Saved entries
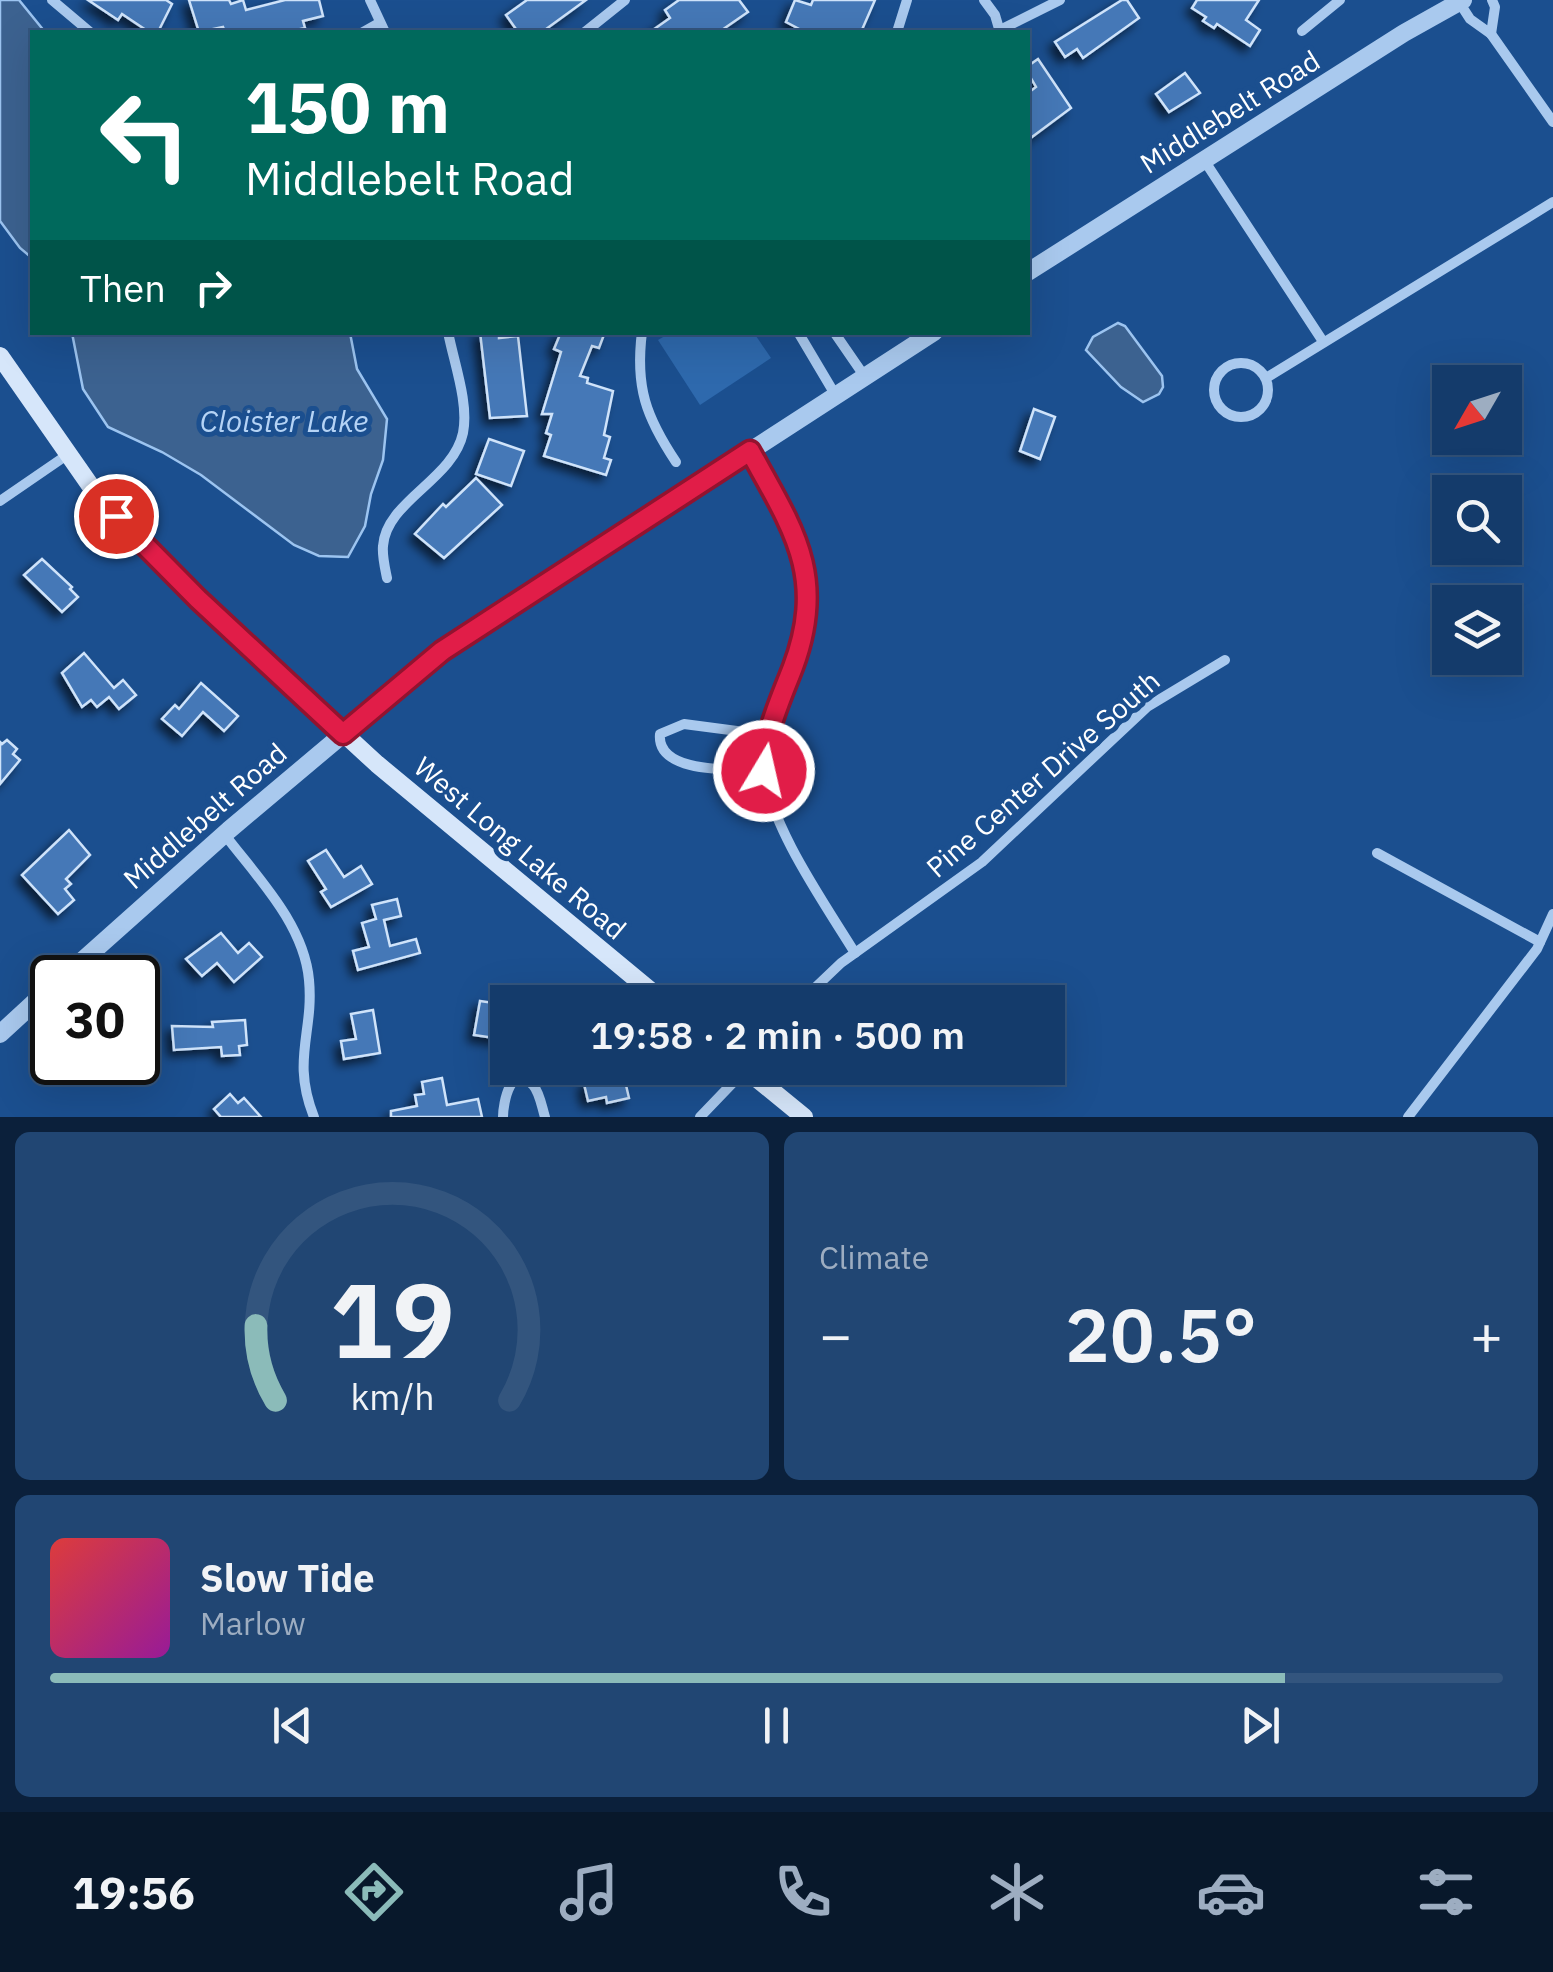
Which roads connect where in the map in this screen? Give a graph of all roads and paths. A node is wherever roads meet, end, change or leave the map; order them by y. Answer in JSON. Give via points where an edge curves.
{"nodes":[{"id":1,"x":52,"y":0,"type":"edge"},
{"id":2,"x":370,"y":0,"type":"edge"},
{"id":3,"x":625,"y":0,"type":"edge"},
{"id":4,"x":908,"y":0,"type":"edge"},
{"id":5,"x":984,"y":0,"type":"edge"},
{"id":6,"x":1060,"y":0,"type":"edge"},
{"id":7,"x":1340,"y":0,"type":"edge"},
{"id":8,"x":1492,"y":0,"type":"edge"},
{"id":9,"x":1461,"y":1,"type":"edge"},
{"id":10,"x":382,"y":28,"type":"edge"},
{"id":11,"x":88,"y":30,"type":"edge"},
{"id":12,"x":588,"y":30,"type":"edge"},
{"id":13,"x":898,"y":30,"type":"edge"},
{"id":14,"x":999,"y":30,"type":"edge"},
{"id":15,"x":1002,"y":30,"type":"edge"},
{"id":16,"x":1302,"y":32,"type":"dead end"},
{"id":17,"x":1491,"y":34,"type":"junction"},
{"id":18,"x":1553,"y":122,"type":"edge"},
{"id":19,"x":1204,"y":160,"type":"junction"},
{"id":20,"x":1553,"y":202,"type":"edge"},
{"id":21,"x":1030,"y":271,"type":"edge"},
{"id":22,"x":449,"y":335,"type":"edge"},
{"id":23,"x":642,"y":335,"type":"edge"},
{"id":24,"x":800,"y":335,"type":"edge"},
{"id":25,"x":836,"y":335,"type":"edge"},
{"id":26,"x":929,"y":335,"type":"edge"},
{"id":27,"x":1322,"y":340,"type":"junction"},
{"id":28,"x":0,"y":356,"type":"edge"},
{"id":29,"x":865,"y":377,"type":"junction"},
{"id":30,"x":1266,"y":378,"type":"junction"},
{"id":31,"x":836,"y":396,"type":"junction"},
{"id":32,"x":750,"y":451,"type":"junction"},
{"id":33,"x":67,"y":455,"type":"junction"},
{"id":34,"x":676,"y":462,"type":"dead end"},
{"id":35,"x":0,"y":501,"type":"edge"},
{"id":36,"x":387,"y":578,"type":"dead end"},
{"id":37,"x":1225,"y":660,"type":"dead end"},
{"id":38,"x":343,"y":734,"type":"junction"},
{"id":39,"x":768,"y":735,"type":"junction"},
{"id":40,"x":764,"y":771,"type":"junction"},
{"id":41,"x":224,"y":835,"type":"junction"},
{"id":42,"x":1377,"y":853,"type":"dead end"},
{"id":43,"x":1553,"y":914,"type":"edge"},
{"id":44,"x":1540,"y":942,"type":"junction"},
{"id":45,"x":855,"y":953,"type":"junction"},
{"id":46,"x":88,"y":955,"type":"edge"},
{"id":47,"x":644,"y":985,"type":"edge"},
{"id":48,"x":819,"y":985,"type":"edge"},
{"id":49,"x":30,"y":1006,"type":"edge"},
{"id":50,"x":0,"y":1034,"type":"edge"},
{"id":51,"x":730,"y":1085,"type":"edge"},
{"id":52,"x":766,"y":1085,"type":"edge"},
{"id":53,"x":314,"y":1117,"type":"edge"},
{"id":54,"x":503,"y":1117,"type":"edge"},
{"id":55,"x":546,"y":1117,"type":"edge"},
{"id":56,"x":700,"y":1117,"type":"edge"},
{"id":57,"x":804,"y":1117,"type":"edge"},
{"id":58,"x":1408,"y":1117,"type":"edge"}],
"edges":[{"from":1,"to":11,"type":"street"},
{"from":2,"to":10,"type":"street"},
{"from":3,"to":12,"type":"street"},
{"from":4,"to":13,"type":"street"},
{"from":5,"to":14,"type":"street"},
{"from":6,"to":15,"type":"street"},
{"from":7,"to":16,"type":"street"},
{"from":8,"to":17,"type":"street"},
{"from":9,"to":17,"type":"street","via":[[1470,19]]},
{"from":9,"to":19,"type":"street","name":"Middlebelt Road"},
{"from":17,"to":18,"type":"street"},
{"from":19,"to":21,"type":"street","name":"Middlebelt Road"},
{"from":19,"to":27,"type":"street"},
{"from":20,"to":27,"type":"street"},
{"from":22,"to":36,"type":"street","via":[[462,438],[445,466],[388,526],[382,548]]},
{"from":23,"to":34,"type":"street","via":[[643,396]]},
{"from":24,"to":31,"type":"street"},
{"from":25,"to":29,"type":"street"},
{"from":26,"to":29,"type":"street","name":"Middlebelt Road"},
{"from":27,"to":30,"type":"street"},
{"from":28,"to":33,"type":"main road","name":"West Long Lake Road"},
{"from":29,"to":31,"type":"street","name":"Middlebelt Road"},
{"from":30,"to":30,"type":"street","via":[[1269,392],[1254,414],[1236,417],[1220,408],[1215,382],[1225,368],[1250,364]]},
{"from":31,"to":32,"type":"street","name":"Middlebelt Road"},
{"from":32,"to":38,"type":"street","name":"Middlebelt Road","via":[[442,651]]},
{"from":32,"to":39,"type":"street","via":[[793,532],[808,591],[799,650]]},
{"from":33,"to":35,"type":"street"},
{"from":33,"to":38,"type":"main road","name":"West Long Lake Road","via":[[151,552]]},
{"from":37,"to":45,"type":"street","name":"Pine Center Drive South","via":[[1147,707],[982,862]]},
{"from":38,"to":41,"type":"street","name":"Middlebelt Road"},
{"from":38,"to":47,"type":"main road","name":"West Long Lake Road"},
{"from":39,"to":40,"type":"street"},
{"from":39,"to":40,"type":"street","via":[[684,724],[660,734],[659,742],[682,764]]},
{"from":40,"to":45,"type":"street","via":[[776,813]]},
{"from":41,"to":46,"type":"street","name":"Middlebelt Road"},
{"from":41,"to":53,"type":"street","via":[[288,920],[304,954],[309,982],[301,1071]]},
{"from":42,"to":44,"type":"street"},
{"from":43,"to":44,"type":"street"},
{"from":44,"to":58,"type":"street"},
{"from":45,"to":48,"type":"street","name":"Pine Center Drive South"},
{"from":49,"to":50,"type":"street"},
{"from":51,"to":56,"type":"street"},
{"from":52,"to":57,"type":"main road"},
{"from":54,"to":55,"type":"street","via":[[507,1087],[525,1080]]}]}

What you need to do> Could you return the lines in the entries above that contain "Long"?

Reply>
{"from":28,"to":33,"type":"main road","name":"West Long Lake Road"},
{"from":33,"to":38,"type":"main road","name":"West Long Lake Road","via":[[151,552]]},
{"from":38,"to":47,"type":"main road","name":"West Long Lake Road"},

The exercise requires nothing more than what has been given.